December 8th is the Feast of the Immaculate Conception of Mary, the Mother of Jesus. For 1500 years, the birth of Mary has celebrated her purity.
The Immaculate Conception is the Catholic doctrine(teaching) that Mary was conceived without original sin and incapable of personal sin.
This teaching is important to Catholics. Should it be important to all human beings? Should it be important to you?
As a mood,
as a question,
as a quality,
as a way of knowing yourself,
yes, it is important for each of us.
As a belief or a doctrine, probably not.
As an imagination that leads us to finding, knowing and becoming self? Oh, my, yes.
Let these questions inspire you today.
Just imagine the idea of sin! What is sin? What are your thoughts about sin? Your feelings? About original sin, universal and born in and by everyone – casting us out of Paradise, and the intimate personal sins commited and carried by the individual – casting one into Hell?
Just imagine immaculate conception? Would being immaculately conceived mean never knowing guilt, shame, blame? Could we be self-aware or self-developing, without the shadowy contours of sin and the desire to be sinless?
Pretending & Hiding
For 2011 my thoughts on immaculate conception are about pretending and hiding. All little children love games of pretending and hiding. With pretending we want to be seen as something we are not. With hiding we want to disappear, to not be seen. Do you remember the fun of both when you were a child?
These innocent games for the child become limiting defenses for the adult who feels like one who was born within sin and commits sins of offense, harm, neglect, denial, hubris and so on the endless list of transgressions.
When do you pretend?
When do you hide?
Can you seek a new conception of yourself?
Today, do you dare to find within your soul, the immaculately conceived mother/womb of your incarnate “I Am?” This is the mother/womb that holds all of you, the sinless innocent and sinning seeker of wisdom.
Celebrate the love that tells you that you never need to pretend to be not-yourself or hide what is yourself.
your use of the language really hits home w/ me.
i’ve been thinking about ‘original sin’ lately…ive been wondering how anyone could worship a being that condemned all the generations of adam and eve to suffering of any kind. if this where a human ….they would rank with the hitlers of evil people. i am not to blame for anything eve did.
my bitterness to organized religion aside. i love your thoughts sin as a metaphor for what troubles me and why i seem to punish myself from some unknown place deep inside. why are some of my earliest memories centered around something being wrong. you seem to be hinting at there’s a lot of weight on the side of nature in the nature / nurture debate ….that maybe we aren’t born a ‘clean slate’.
“Could we be self-aware or self-developing, without the shadowy contours of sin and the desire to be sinless?”
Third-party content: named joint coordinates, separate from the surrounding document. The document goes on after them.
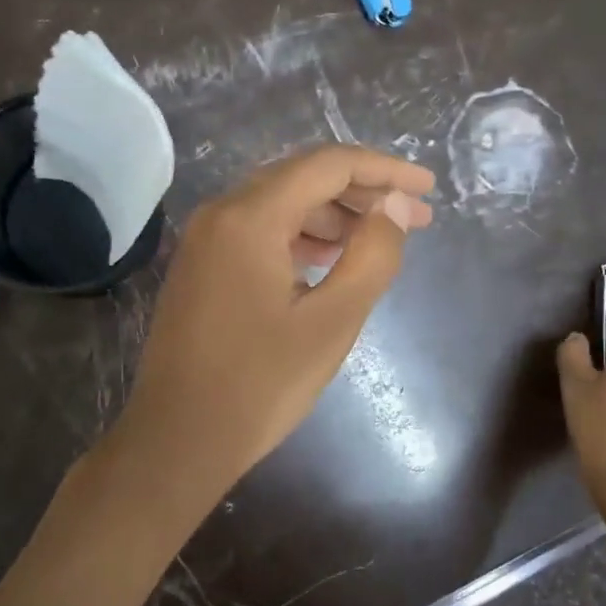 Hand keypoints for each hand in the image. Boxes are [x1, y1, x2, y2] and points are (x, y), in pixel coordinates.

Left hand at [111, 146, 433, 503]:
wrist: (178, 440)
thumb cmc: (260, 384)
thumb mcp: (332, 321)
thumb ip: (373, 255)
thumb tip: (396, 206)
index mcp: (250, 217)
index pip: (328, 165)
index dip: (384, 170)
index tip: (427, 189)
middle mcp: (221, 213)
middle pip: (302, 179)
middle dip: (363, 193)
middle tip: (414, 219)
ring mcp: (205, 240)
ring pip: (281, 205)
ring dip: (334, 216)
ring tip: (379, 241)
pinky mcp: (202, 267)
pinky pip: (260, 232)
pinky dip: (301, 237)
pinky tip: (330, 261) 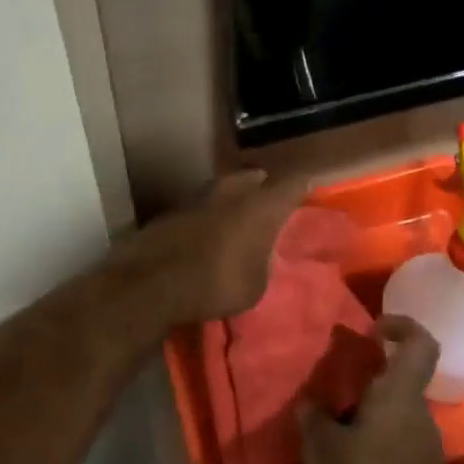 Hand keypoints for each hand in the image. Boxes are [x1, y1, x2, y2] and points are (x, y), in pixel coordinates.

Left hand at [105, 170, 305, 327]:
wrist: (152, 281)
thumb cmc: (216, 284)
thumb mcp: (256, 285)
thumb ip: (263, 261)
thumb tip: (260, 253)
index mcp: (261, 206)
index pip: (293, 183)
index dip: (304, 185)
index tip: (310, 188)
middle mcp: (233, 191)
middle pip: (254, 177)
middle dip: (264, 186)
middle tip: (270, 202)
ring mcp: (199, 195)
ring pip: (225, 188)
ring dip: (233, 198)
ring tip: (238, 217)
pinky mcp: (174, 208)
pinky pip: (202, 205)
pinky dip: (209, 215)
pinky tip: (208, 232)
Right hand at [299, 315, 450, 463]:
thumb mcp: (324, 450)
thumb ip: (314, 419)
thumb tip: (309, 404)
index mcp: (399, 394)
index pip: (419, 342)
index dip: (400, 325)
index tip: (372, 330)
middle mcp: (418, 411)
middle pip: (400, 378)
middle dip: (368, 378)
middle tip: (333, 387)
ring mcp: (425, 442)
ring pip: (396, 410)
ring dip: (368, 412)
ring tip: (334, 428)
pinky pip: (398, 437)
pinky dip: (375, 438)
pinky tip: (349, 460) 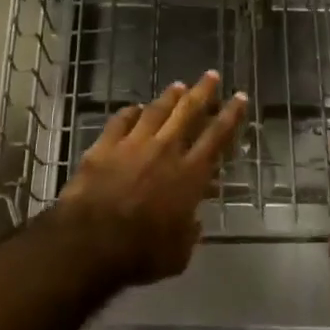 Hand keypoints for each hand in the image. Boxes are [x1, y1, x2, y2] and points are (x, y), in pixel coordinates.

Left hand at [57, 71, 246, 286]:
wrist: (91, 242)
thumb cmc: (141, 253)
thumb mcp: (178, 254)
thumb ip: (189, 233)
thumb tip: (192, 222)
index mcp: (190, 175)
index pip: (217, 137)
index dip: (231, 115)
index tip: (239, 97)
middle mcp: (165, 151)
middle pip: (188, 112)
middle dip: (203, 91)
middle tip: (211, 75)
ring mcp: (133, 144)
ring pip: (156, 110)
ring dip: (169, 97)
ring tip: (178, 85)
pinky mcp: (105, 145)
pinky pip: (121, 120)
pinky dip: (131, 112)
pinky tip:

this is a hell of a question…..my degree of self-awareness and development is intricately tied to my guilt and shame. of my flight from guilt and shame….hiding, pretending?….. to my super low threshold of shame and guilt. if i was born free of sin i sure found way early on to experience this nasty tag team.
thank you
I was just recently referred to your work, Lynn, just after Christmas, and I am so pleased to have found you. I am hoping to afford your Inner Year journaling experience and have started with the first three weeks. Thank you for that.
Anyway, I don’t know if it’s the way you word it, if it is the more objective point I am at in my life and my journey with organized religion or likely a little of both, but the way you describe sin in this article really hit home with me.
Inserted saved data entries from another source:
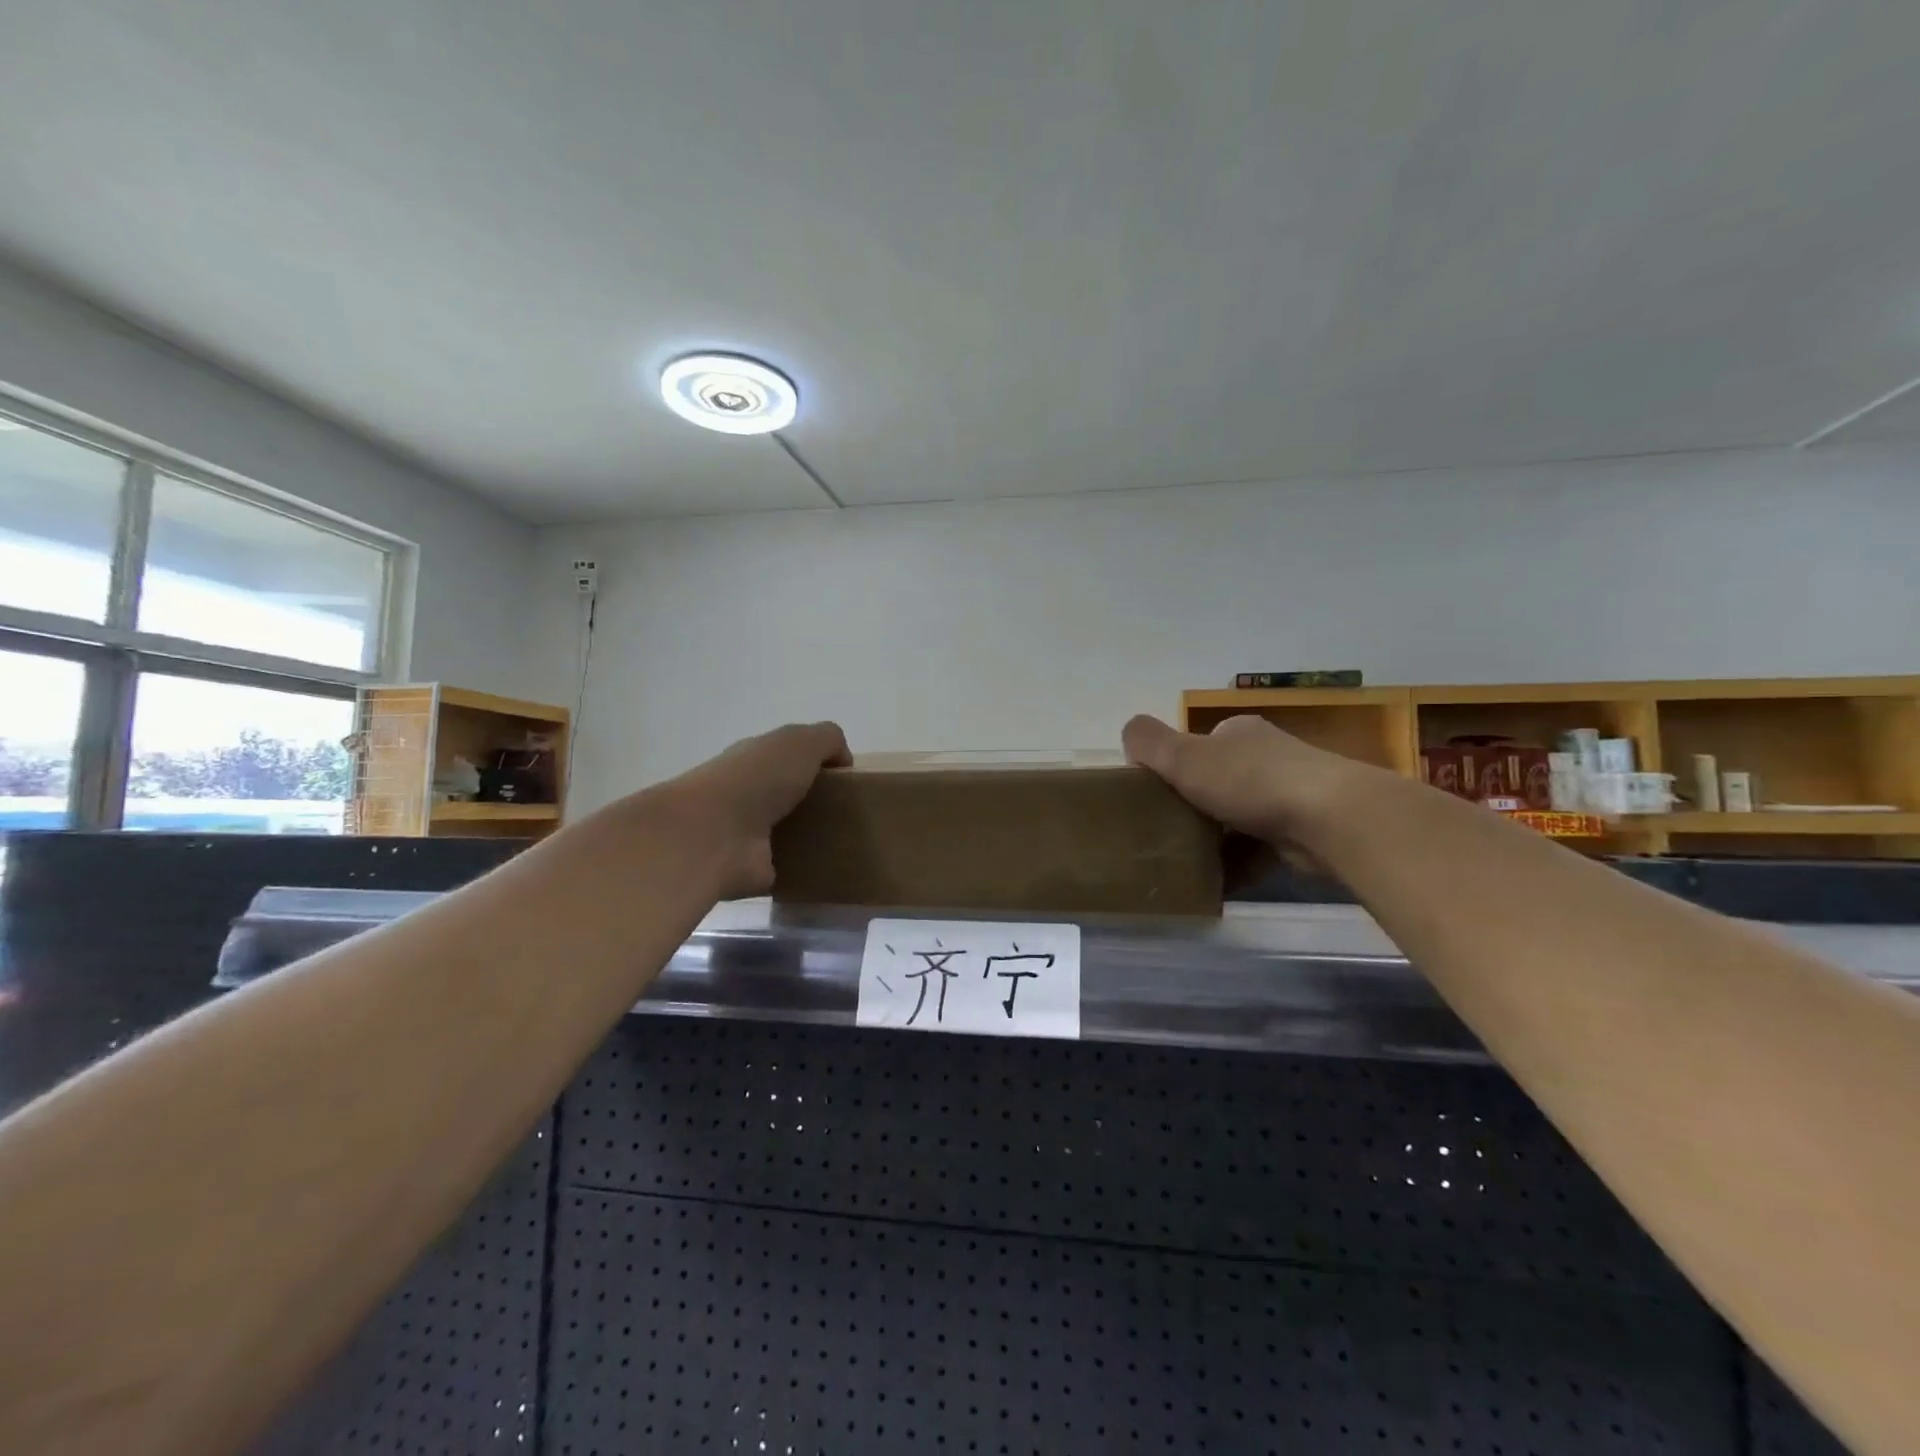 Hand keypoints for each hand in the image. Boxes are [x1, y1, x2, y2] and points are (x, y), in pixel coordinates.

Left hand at [655, 721, 850, 897]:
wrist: (713, 836)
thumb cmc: (756, 779)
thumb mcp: (800, 742)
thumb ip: (827, 740)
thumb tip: (843, 760)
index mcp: (754, 760)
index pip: (785, 757)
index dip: (814, 763)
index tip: (845, 778)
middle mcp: (746, 794)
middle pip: (787, 794)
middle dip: (815, 801)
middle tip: (851, 811)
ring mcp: (747, 834)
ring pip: (787, 831)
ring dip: (810, 836)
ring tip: (847, 841)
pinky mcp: (753, 870)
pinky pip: (786, 867)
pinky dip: (803, 869)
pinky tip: (829, 869)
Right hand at [1122, 713, 1373, 845]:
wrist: (1330, 818)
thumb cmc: (1249, 780)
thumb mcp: (1184, 756)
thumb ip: (1150, 742)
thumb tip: (1129, 733)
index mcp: (1240, 733)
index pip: (1202, 744)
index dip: (1178, 765)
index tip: (1157, 793)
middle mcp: (1268, 757)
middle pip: (1221, 782)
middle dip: (1196, 805)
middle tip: (1167, 831)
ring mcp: (1292, 795)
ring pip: (1241, 818)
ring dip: (1218, 840)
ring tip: (1185, 862)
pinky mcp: (1306, 832)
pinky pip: (1261, 850)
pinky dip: (1240, 866)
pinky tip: (1217, 885) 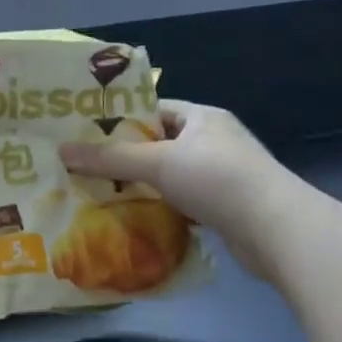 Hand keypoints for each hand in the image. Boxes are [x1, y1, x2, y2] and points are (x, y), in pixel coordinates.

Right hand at [59, 101, 296, 281]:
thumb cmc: (217, 179)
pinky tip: (137, 218)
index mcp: (202, 117)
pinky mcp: (228, 208)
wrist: (279, 231)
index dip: (120, 120)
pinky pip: (185, 201)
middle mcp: (214, 141)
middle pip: (160, 144)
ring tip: (103, 194)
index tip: (87, 134)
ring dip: (144, 186)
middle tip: (87, 166)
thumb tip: (61, 151)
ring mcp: (223, 175)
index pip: (153, 110)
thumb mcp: (157, 163)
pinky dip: (163, 208)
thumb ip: (110, 158)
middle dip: (126, 157)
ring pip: (171, 175)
I have always struggled with the concept of sin and original sin. I still struggle with it some, but not to the same capacity as within the years that I was trying to make sense of the catholicism I grew up with. You revealed within me a sort of epiphany that suddenly puts the concept of sin into a light in which I can accept and appreciate. What I derived from your writing was a meaning of sin in which sin would be the actions/thoughts/intentions that separate us from our higher selves and therefore detach us from spirit self and Spirit. I have always imagined Steiner’s concept of soul as a portal or doorway between physical self and spirit. As I read and reflected on your piece here, I thought of sin as these actions, etc. that narrow that portal, or close that door. This really could be like living in a Hell, especially, once one would become aware of it.
Anyway, this feels good to me. To understand this religious word in a new way and to be able to reach beyond the words and baggage, into the deeper meaning in which I can connect the universal truths seen within in all religions and paths of enlightenment. Thank you!